The year was 1961 and the modern sport of bowhunting was in its infancy. I was fortunate in that I had already been shooting a bow for several years. That was my first year to have a hunting license. Bowhunting for me started with rabbits. Those relatively small targets proved not to be terribly difficult for me since I had been shooting year-around for some time and I had become quite proficient.

Deer hunting was something very different, though. I had not shot at deer before. The rifle season was still a ways away when Ray Bimber picked me up after school and told me there was a deer bedded just a short distance from his house along the river. He had a plan that he felt confident would get me a shot at that deer, and indeed it would. But that is jumping ahead too quickly.
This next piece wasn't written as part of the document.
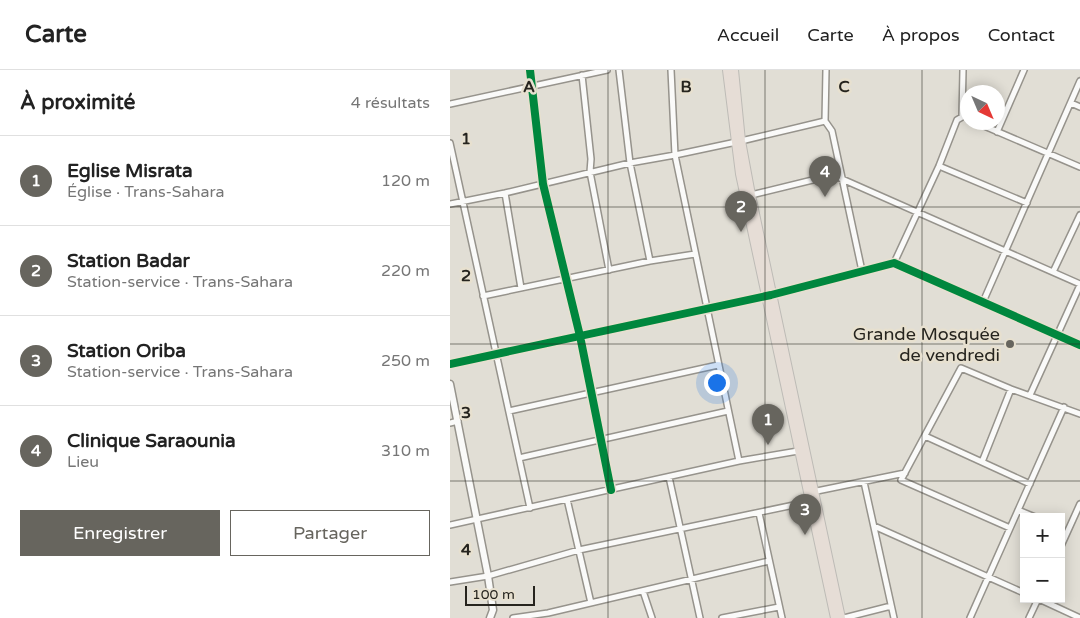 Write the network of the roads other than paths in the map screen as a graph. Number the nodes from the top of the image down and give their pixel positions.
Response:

Compound bows were unheard of then. I would not even know what they were for another decade, and then they were nothing like they are today. Starting in the 1950s I shot longbows. I had two, both hand me downs. One was an old wooden long bow. It was quite long. That was many years ago, though, so I do not recall just how long it was. The other was fiberglass. It was much shorter. I have no idea what the draw weights of either were. I did not even know the term draw weight. Neither had a nock point, neither had an arrow rest.

My arrows were wood. The top end hunting arrow of the day was a Bear, with the Bear Broadhead. But until my first season of bowhunting for deer I used field points. I used them for target practice and to hunt rabbits.

On the day I made my first bowhunt for deer I used the fiberglass longbow and a Bear arrow and broadhead. Ray lived between Route 62 and the river, which also is where the deer, a doe, was. He stationed me behind a tree, then went to his house to start his short drive to push the deer past me.

I do not recall being overly nervous. Anxious certainly, but not nervous. The hunt escalated very quickly, and it broke down just as quickly. I had been at my stand for what seemed to be a very short time when I saw the deer approaching. It stopped about 15 yards from me, and stood broadside presenting what should have been an easy shot.

It should have been easy.

I had a half-dozen arrows. The deer stood still while I sent all six under it or over it. I still do not remember being nervous, but in fact I had my first serious case of buck fever, even though it was a doe.

What went wrong?

I shot at the deer, not at a spot on the deer. If I had shot at a spot on the deer I have no doubt that I would have killed that deer. But I missed and it haunted me for a long time. I do not think anything mattered more to me than hunting, and missing that deer was, and still is, one of my most miserable failures.

Telling Ray that I missed with all six arrows was one of the hardest things I have ever had to do. As kind as Ray was, he could not hide his disappointment. He wanted it for me so much he could not completely hide his letdown.

I vowed that would never happen to me again. I replayed the whole miserable affair over and over in my mind. I replayed it thousands of times.

That accomplished something for me, and it taught me a valuable lesson.

Being mentally prepared is critical, not just to hunting but to anything which is very important, very stressful, very difficult, or in any other way challenging.

More specifically, I learned never to look at a deer, or other big game animal, after I have made the decision to shoot. Forget about the rack once you have evaluated it. Just pick a target on the animal. Focus your eyes on the kill zone. Narrow your focus to a small point at the center of the kill zone. Concentrate on that spot, take a moderate breath, leave half of the breath out, then shoot.

Concentrate on what you are doing. You should have practiced enough that taking the shot, be it with a bow and arrow or with a rifle, often enough that it is second nature, that you do it right without having to think about it.

Does it work?

It has worked for me. I shot many deer before I missed another, that when I was in my 50s and my eyes were diminishing and I had lost some steadiness. I will not tell you how many deer, and other big game animals, that was because if I did it would lead some foolish hunters to surpass it, or to lie about surpassing it, and that would miss what I consider to be important about hunting. Please never ask.

I think my method can work for anyone. But everyone is different. Some hunters simply get much more excited than I have so keeping calm and cool is much more difficult. None of that matters as long as you are comfortable that you did your best.